L’Antipode a entre autres pour vocation de mettre en avant la scène locale et de favoriser l’émergence des groupes en devenir. La salle rennaise a donc mis en place la Start’in block il y a déjà pas mal d’années. Le concept est simple : offrir un temps de résidence aux groupes émergents de la scène locale à l’Antipode et leur proposer d’investir la scène le temps d’un concert dans des conditions professionnelles.
Depuis lundi dernier, ce sont donc quatre nouveaux groupes qui ont arpenté la salle rennaise, à raison d’un jour par groupe, pour un travail en amont avec l’équipe de l’Antipode : Bertram Wooster, We are Van Peebles, Dead Swallows et The 1969 Club. Les musiciens ont été accueillis par l’équipe technique de la salle afin d’effectuer des répétitions plateau, filages ou d’élaborer leur fiche technique dans des conditions professionnelles… Avec bien sûr, en point de mire, le concert de ce vendredi réunissant les quatre groupes sur la même affiche.
Première belle surprise, ce vendredi soir : le public a répondu présent. Certes, l’Antipode n’est pas plein, mais l’affluence est tout de même plus que respectable pour une soirée sans tête d’affiche « connue » et mettant en avant la scène locale. Le prix d’entrée quasi dérisoire (3 euros ou gratuit pour les membres) n’y est certainement pas étranger et donne réellement la possibilité au plus grand nombre de découvrir ces groupes prometteurs.

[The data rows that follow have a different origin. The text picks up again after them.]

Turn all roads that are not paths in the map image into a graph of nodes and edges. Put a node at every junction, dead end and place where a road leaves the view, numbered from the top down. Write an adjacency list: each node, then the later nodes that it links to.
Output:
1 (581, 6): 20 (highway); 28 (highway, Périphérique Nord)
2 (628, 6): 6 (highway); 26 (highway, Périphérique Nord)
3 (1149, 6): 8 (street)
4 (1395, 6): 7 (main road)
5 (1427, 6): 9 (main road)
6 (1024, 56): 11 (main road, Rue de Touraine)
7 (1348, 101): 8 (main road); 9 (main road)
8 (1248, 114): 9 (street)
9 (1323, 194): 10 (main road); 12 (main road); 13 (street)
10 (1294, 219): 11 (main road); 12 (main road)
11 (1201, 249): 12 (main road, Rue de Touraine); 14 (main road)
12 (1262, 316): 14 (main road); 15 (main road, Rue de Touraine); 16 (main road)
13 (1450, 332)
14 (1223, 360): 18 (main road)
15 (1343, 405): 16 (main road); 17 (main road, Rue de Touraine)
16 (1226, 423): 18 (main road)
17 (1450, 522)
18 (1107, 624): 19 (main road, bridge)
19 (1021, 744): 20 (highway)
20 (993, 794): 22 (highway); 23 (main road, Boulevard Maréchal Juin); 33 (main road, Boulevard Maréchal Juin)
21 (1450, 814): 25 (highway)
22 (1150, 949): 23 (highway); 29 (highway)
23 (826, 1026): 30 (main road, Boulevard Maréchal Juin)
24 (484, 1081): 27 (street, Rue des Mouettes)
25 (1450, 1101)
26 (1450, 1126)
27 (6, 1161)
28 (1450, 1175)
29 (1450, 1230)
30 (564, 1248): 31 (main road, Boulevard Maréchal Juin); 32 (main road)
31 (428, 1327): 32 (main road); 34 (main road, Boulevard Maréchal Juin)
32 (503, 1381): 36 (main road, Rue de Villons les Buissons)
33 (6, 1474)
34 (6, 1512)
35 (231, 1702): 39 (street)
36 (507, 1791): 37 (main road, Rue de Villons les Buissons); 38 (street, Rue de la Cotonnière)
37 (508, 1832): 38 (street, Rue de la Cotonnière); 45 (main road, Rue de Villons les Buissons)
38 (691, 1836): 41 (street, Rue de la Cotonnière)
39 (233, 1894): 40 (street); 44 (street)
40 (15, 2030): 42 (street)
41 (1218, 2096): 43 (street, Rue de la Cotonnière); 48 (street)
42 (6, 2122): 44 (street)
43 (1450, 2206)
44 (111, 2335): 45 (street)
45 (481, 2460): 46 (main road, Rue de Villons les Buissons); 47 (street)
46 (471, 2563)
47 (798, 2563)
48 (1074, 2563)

Autre véritable point fort de la soirée : ne pas se cantonner à un genre musical et proposer une affiche variée. Les groupes retenus pouvaient tout autant proposer un croisement entre folk et toy music avec Bertram Wooster, qu’une noise post punk puissante toute guitare dehors avec les We are Van Peebles, flirter avec un garage rock tout en énergie pour The 1969 Club ou bien avec une pop psychée progressive mâtinée de krautrock pour Dead Swallows… On avait pressenti, à l’écoute des enregistrements de ces quatre formations, que la qualité risquait d’être au rendez-vous. En sortant de l’Antipode ce vendredi soir, on en est persuadé.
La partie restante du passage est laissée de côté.